## PROBLEM DETAILS:
Only the lines from the beginning of the data through the line holding "static void draw(void)" belong in the answer, printed exactly and without pictures.

## THE RECORDS:

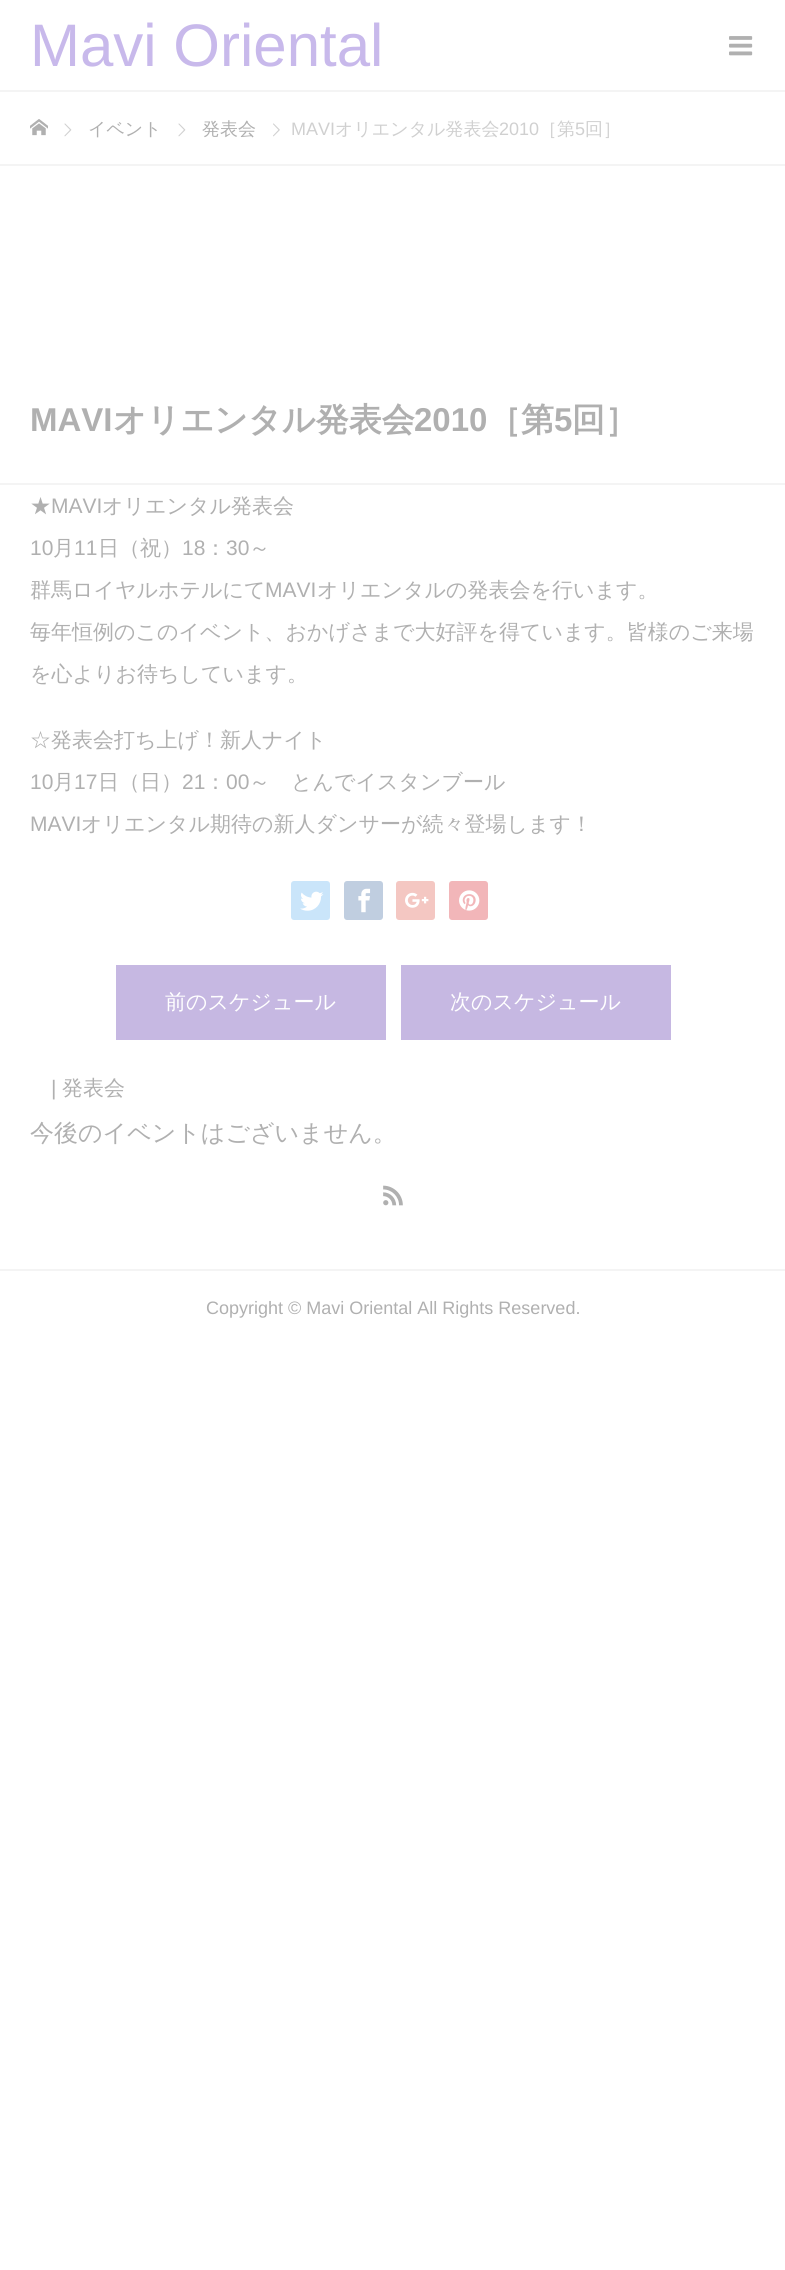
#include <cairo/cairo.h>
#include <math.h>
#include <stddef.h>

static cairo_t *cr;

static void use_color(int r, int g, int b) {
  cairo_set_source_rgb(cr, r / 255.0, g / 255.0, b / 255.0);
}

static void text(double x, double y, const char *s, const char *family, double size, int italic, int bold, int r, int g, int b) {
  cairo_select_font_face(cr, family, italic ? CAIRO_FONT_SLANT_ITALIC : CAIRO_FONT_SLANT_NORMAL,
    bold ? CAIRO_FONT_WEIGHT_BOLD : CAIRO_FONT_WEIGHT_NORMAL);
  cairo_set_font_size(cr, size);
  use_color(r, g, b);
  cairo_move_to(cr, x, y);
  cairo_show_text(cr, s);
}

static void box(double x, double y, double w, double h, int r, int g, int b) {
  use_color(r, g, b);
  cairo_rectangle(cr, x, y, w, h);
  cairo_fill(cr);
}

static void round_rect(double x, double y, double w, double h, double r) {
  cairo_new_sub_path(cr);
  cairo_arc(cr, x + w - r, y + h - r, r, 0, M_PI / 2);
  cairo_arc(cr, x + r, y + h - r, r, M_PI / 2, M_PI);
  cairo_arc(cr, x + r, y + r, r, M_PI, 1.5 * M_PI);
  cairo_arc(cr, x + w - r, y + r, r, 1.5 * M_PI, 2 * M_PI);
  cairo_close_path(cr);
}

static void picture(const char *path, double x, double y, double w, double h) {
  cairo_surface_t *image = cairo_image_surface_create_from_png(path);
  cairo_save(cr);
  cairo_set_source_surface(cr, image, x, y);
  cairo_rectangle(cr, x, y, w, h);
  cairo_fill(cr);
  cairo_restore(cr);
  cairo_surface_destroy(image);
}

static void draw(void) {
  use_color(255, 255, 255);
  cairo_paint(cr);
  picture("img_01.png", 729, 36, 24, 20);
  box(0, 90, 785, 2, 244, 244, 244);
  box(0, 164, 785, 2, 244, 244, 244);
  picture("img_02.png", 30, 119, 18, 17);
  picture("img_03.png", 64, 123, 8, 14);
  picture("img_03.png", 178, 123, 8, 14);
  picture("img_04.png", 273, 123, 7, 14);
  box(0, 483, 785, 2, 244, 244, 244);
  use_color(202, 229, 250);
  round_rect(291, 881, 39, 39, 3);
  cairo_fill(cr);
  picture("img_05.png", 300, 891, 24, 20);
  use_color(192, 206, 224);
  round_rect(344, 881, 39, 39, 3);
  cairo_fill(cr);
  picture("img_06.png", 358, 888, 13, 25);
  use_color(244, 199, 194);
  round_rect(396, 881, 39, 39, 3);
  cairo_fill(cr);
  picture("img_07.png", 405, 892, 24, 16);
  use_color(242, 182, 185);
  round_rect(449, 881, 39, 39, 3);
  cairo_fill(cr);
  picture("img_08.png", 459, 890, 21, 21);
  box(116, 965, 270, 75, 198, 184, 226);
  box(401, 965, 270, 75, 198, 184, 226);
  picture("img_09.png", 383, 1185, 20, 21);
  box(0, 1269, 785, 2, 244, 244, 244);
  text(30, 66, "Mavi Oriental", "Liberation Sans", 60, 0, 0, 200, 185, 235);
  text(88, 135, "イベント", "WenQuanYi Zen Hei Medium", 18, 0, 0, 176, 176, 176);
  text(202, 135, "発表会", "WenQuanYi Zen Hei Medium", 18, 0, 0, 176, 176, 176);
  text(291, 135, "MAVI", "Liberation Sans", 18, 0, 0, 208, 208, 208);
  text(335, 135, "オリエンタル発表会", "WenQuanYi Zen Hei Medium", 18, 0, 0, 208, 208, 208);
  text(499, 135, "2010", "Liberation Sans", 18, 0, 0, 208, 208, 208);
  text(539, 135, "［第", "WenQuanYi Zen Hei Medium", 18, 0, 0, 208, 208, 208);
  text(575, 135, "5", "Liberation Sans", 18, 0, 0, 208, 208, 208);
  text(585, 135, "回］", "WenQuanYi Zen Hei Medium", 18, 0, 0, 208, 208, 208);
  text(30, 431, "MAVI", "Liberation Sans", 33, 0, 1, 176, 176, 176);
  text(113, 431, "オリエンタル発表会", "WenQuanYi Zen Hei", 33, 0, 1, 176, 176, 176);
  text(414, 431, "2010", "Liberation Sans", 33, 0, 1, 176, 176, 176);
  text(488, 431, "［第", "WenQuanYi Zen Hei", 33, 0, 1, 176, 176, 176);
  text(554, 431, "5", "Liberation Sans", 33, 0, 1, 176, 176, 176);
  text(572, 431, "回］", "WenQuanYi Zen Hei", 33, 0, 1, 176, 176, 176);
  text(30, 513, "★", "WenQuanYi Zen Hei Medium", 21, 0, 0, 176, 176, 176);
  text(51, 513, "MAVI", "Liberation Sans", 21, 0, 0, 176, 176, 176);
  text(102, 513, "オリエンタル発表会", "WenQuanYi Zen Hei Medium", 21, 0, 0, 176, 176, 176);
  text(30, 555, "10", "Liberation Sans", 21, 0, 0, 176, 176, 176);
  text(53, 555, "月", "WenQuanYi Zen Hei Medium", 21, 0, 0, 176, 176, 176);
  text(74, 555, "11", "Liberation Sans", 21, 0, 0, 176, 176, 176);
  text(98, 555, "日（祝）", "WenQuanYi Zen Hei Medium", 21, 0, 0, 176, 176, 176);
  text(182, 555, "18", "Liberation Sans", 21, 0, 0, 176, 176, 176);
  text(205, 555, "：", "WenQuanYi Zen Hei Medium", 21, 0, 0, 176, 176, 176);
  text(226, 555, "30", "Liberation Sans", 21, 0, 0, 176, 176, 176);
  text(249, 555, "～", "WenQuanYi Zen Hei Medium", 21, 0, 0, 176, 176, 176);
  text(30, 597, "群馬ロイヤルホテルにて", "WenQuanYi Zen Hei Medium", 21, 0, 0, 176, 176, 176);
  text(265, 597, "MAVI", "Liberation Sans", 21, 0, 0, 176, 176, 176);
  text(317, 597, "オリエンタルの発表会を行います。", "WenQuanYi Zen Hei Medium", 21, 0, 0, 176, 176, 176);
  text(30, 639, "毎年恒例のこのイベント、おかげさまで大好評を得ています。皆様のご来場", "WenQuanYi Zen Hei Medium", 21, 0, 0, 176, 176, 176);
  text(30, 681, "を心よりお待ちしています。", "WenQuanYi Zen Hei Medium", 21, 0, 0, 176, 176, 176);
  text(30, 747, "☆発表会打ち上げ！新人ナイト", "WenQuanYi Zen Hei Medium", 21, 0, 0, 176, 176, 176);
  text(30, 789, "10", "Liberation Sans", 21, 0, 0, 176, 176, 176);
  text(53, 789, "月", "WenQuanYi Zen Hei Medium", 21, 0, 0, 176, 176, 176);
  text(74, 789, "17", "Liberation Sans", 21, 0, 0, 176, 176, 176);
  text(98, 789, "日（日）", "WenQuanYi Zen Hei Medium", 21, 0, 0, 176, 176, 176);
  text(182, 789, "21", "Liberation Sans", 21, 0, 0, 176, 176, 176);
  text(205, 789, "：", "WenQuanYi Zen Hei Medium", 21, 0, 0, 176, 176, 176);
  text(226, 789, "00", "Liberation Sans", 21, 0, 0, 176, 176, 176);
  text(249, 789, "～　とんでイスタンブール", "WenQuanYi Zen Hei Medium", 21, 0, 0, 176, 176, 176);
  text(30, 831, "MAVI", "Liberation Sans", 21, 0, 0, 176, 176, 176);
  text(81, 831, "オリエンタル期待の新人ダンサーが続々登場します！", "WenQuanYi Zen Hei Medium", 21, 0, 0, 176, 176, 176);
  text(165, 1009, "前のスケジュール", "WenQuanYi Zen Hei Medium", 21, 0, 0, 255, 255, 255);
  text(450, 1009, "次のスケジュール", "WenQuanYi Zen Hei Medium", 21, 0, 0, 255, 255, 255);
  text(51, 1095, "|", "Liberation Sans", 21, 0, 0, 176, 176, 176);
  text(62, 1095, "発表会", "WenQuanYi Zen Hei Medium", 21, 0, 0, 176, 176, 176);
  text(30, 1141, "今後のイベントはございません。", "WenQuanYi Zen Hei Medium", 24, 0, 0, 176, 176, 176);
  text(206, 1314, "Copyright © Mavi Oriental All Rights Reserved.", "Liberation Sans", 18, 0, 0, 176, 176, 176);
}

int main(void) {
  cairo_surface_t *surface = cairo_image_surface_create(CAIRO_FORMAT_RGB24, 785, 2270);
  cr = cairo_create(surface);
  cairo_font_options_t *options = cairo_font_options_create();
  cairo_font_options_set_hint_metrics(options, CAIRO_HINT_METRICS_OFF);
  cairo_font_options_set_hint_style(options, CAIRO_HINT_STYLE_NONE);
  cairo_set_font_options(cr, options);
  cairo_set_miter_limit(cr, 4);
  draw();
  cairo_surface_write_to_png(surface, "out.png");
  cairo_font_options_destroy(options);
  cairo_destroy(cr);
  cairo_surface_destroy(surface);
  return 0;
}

## REPLY TO THE TASK:
#include <cairo/cairo.h>
#include <math.h>
#include <stddef.h>

static cairo_t *cr;

static void use_color(int r, int g, int b) {
  cairo_set_source_rgb(cr, r / 255.0, g / 255.0, b / 255.0);
}

static void text(double x, double y, const char *s, const char *family, double size, int italic, int bold, int r, int g, int b) {
  cairo_select_font_face(cr, family, italic ? CAIRO_FONT_SLANT_ITALIC : CAIRO_FONT_SLANT_NORMAL,
    bold ? CAIRO_FONT_WEIGHT_BOLD : CAIRO_FONT_WEIGHT_NORMAL);
  cairo_set_font_size(cr, size);
  use_color(r, g, b);
  cairo_move_to(cr, x, y);
  cairo_show_text(cr, s);
}

static void box(double x, double y, double w, double h, int r, int g, int b) {
  use_color(r, g, b);
  cairo_rectangle(cr, x, y, w, h);
  cairo_fill(cr);
}

static void round_rect(double x, double y, double w, double h, double r) {
  cairo_new_sub_path(cr);
  cairo_arc(cr, x + w - r, y + h - r, r, 0, M_PI / 2);
  cairo_arc(cr, x + r, y + h - r, r, M_PI / 2, M_PI);
  cairo_arc(cr, x + r, y + r, r, M_PI, 1.5 * M_PI);
  cairo_arc(cr, x + w - r, y + r, r, 1.5 * M_PI, 2 * M_PI);
  cairo_close_path(cr);
}

static void picture(const char *path, double x, double y, double w, double h) {
  cairo_surface_t *image = cairo_image_surface_create_from_png(path);
  cairo_save(cr);
  cairo_set_source_surface(cr, image, x, y);
  cairo_rectangle(cr, x, y, w, h);
  cairo_fill(cr);
  cairo_restore(cr);
  cairo_surface_destroy(image);
}

static void draw(void) {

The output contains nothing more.